··· Data provided ···
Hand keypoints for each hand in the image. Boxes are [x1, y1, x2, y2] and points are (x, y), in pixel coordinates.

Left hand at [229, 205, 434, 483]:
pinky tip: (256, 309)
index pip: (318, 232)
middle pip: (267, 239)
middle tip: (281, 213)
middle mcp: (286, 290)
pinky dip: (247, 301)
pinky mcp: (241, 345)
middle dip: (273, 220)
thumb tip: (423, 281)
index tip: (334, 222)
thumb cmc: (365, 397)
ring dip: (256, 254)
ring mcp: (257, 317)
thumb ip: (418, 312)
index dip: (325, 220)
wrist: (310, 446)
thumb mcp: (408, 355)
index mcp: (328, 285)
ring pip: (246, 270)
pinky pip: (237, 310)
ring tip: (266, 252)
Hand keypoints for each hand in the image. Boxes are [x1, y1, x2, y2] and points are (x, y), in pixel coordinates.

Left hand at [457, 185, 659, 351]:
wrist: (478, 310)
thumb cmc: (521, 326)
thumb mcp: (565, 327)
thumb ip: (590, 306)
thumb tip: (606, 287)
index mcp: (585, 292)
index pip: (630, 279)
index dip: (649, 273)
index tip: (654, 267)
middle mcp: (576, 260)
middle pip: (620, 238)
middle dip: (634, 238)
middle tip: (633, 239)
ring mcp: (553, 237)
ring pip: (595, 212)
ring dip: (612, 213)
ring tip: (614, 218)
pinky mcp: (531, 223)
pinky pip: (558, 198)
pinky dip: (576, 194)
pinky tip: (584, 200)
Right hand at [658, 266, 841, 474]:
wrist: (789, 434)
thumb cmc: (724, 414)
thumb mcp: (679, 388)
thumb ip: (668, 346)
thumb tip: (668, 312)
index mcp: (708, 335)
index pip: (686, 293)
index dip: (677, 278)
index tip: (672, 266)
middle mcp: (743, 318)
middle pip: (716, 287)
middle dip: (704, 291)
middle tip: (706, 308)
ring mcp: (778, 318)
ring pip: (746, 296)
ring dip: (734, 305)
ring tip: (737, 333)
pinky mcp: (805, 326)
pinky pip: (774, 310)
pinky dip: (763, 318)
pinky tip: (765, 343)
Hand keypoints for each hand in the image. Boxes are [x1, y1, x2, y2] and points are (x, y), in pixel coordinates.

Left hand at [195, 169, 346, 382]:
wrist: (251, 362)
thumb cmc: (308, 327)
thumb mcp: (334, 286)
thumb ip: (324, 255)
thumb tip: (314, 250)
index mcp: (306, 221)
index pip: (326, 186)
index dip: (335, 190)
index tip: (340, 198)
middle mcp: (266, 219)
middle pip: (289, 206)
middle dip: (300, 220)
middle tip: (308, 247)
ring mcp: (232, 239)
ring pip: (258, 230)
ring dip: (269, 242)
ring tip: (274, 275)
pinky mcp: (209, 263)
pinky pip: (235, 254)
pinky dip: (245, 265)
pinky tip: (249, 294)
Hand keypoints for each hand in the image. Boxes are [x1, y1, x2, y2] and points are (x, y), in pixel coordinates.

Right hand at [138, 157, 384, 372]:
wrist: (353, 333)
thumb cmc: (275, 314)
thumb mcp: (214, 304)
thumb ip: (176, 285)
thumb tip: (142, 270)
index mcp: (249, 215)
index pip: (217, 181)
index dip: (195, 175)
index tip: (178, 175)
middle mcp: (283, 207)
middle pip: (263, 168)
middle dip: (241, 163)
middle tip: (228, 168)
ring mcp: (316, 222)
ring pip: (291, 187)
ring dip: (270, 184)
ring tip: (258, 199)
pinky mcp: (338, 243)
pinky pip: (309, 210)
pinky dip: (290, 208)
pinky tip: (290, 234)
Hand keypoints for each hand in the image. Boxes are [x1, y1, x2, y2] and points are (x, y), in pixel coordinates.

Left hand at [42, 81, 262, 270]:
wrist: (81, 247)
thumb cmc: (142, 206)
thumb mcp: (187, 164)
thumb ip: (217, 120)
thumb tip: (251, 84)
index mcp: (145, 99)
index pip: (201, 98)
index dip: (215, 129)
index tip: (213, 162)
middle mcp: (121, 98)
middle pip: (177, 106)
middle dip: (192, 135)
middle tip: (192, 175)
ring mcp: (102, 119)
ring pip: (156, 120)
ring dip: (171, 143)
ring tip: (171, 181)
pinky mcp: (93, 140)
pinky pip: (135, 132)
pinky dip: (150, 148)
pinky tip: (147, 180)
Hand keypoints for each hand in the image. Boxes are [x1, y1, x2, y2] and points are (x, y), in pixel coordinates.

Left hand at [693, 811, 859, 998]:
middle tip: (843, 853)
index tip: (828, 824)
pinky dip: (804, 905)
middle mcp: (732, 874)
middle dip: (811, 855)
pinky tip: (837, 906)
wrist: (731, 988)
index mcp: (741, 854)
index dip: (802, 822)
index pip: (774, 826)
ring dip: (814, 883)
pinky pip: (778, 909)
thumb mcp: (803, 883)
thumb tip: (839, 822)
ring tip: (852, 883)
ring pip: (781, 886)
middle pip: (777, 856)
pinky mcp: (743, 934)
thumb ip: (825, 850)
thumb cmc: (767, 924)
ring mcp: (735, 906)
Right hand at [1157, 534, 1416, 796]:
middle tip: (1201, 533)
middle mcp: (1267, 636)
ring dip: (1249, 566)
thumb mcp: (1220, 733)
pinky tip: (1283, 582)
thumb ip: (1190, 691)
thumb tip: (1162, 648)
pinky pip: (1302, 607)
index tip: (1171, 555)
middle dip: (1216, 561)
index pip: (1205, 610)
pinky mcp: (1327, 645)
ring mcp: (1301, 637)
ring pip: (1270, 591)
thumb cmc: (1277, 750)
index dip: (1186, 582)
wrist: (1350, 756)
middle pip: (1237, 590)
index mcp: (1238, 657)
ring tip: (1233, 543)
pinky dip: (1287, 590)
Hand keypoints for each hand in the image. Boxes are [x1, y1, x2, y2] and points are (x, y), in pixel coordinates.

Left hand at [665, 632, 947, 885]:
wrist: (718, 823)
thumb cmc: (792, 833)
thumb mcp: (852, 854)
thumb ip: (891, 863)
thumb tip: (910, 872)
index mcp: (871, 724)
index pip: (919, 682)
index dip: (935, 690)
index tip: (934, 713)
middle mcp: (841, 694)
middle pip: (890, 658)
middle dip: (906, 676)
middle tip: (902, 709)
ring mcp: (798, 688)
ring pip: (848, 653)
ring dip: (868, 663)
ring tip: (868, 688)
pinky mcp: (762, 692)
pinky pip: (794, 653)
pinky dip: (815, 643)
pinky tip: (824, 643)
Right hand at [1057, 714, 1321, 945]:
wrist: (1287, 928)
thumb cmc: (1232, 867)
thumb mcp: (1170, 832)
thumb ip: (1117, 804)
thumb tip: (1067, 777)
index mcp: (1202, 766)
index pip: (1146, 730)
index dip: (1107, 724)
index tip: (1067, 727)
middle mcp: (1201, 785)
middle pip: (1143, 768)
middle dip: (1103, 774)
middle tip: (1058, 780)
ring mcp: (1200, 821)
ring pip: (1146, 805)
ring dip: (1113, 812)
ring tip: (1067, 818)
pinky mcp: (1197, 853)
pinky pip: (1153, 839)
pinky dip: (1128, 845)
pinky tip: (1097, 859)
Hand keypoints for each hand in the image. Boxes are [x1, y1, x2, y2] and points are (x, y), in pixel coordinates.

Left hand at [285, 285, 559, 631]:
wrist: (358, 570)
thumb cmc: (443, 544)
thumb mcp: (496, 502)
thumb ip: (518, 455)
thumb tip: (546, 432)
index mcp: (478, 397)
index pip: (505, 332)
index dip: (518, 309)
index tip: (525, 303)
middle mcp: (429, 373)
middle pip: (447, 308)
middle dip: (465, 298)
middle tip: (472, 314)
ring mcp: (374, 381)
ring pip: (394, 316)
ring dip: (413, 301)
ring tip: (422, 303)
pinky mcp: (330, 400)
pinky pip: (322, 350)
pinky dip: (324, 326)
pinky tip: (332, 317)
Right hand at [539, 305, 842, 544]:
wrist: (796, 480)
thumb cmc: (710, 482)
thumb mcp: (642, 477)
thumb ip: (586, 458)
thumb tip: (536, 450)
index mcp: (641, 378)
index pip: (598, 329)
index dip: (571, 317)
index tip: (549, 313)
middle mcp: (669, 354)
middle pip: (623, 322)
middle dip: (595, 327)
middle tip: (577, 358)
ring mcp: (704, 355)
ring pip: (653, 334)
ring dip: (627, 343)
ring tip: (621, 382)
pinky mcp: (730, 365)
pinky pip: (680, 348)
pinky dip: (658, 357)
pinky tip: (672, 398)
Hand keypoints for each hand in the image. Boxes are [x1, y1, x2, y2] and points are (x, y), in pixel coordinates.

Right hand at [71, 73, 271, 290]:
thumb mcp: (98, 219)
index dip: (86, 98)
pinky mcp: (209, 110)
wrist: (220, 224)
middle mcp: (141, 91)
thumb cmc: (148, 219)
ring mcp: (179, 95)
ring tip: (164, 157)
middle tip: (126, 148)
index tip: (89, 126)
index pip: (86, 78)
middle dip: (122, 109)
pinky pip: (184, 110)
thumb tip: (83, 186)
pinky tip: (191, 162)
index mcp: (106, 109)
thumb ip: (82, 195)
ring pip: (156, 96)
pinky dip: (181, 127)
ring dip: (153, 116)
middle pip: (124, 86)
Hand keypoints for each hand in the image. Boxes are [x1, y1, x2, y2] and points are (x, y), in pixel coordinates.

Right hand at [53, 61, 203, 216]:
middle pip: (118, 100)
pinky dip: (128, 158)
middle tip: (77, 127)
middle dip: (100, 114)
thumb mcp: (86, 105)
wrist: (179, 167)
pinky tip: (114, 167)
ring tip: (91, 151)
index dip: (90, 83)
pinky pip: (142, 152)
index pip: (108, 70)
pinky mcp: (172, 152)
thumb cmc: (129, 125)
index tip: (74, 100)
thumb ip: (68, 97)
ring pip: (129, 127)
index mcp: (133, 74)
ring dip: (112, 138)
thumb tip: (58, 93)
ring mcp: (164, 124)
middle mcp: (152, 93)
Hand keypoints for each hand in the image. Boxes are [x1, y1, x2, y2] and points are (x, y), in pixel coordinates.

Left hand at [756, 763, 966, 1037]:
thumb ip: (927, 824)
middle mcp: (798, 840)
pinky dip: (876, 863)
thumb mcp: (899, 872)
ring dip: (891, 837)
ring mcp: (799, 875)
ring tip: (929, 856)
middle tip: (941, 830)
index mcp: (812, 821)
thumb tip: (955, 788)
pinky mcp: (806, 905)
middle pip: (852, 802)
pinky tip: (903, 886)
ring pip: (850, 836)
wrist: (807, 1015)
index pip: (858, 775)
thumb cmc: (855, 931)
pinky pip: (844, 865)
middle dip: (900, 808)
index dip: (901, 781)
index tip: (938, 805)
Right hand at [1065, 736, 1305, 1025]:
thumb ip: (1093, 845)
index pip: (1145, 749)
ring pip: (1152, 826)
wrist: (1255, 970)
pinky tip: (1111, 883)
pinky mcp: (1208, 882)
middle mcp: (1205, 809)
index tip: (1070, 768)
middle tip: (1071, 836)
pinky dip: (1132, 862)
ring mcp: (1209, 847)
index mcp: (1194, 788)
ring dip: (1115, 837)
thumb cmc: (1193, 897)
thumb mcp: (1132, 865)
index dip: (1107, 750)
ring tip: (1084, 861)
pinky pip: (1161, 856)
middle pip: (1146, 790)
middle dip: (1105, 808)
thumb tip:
···
Task objective.
Say only the number of lines above holding "Right".

Response to this exercise.
8